Task to carry out >>
Copy each line from the records below in which the word "Siilinpääntie" is found.

____

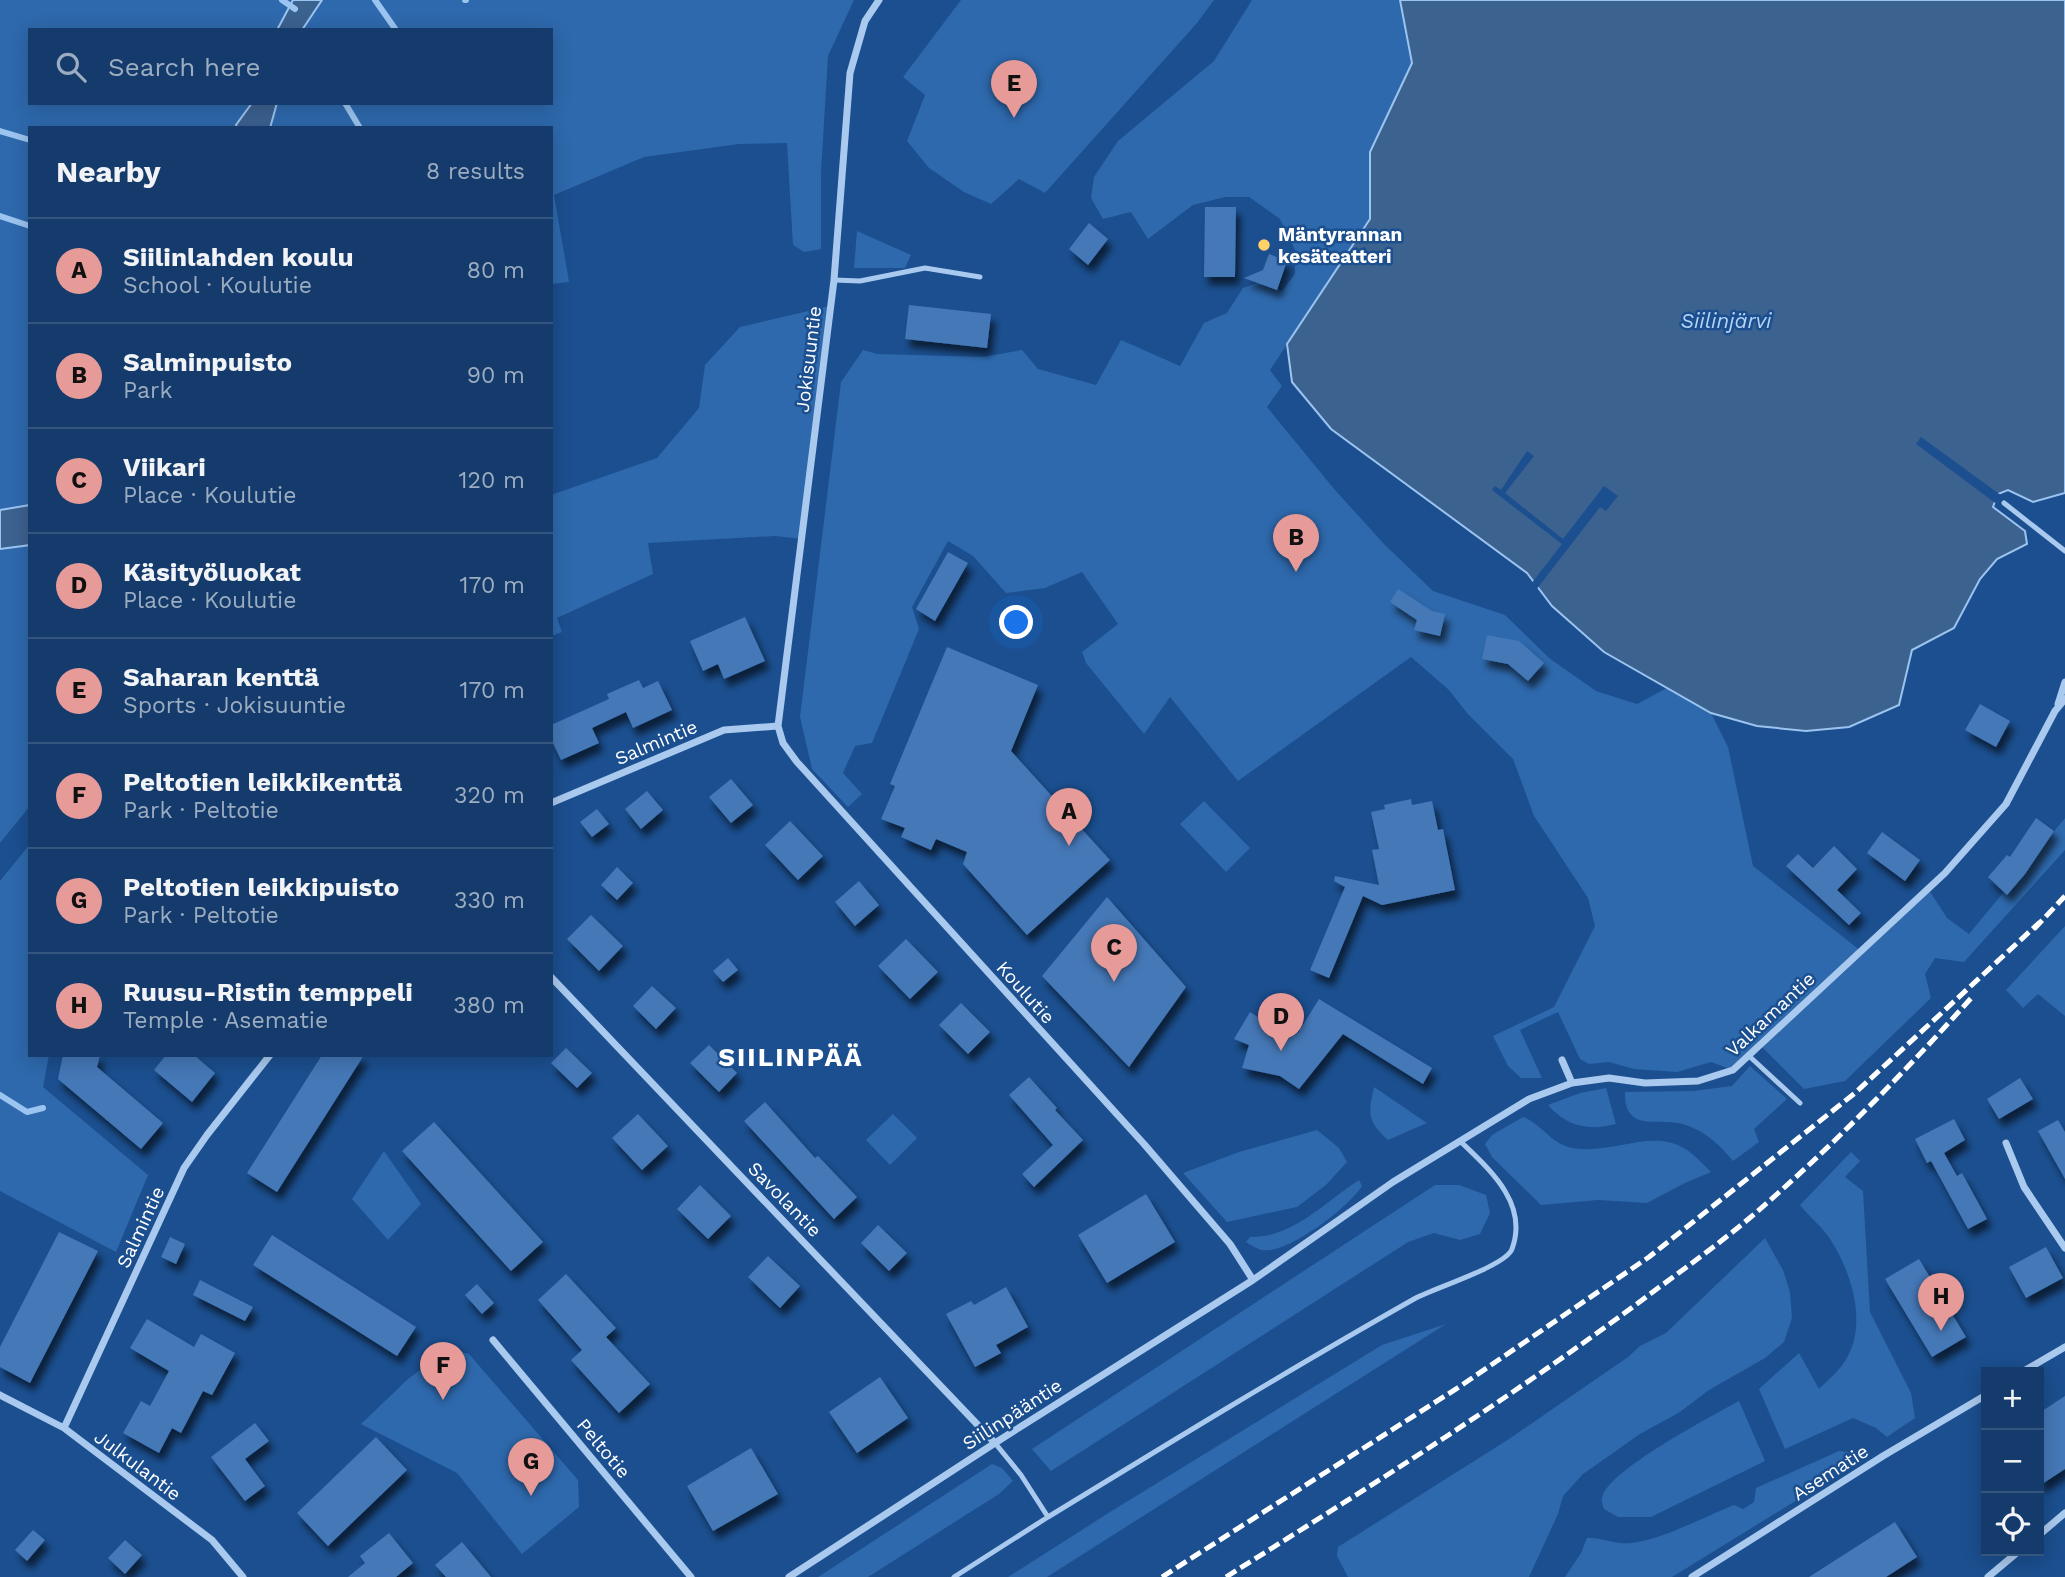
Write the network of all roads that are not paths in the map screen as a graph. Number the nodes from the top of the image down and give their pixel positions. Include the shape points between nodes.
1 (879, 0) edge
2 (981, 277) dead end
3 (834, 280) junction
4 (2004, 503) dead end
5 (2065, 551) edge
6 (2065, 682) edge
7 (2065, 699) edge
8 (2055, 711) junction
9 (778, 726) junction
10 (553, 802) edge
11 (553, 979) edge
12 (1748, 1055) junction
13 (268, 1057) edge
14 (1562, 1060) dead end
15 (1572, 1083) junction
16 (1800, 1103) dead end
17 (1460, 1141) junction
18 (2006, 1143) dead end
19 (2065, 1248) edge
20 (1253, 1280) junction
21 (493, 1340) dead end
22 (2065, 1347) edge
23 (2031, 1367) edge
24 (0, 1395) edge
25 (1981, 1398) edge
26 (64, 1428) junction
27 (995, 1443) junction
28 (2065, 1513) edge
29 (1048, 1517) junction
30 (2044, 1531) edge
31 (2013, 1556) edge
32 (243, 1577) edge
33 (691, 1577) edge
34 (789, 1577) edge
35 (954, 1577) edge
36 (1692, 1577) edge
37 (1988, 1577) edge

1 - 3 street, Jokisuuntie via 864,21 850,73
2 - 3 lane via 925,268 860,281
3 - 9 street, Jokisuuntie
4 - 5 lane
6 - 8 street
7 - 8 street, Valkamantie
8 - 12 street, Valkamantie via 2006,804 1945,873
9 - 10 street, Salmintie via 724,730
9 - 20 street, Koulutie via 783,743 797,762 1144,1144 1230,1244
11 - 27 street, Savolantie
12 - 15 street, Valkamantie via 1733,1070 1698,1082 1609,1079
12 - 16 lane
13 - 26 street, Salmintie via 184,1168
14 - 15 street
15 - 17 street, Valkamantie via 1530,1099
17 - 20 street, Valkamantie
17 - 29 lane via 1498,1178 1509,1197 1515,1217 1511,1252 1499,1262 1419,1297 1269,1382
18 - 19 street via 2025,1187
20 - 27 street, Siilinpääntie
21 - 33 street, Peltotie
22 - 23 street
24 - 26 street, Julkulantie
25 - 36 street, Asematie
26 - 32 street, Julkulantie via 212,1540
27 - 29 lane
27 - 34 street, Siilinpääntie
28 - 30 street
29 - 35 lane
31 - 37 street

____

Solution to the problem >>
20 - 27 street, Siilinpääntie
27 - 34 street, Siilinpääntie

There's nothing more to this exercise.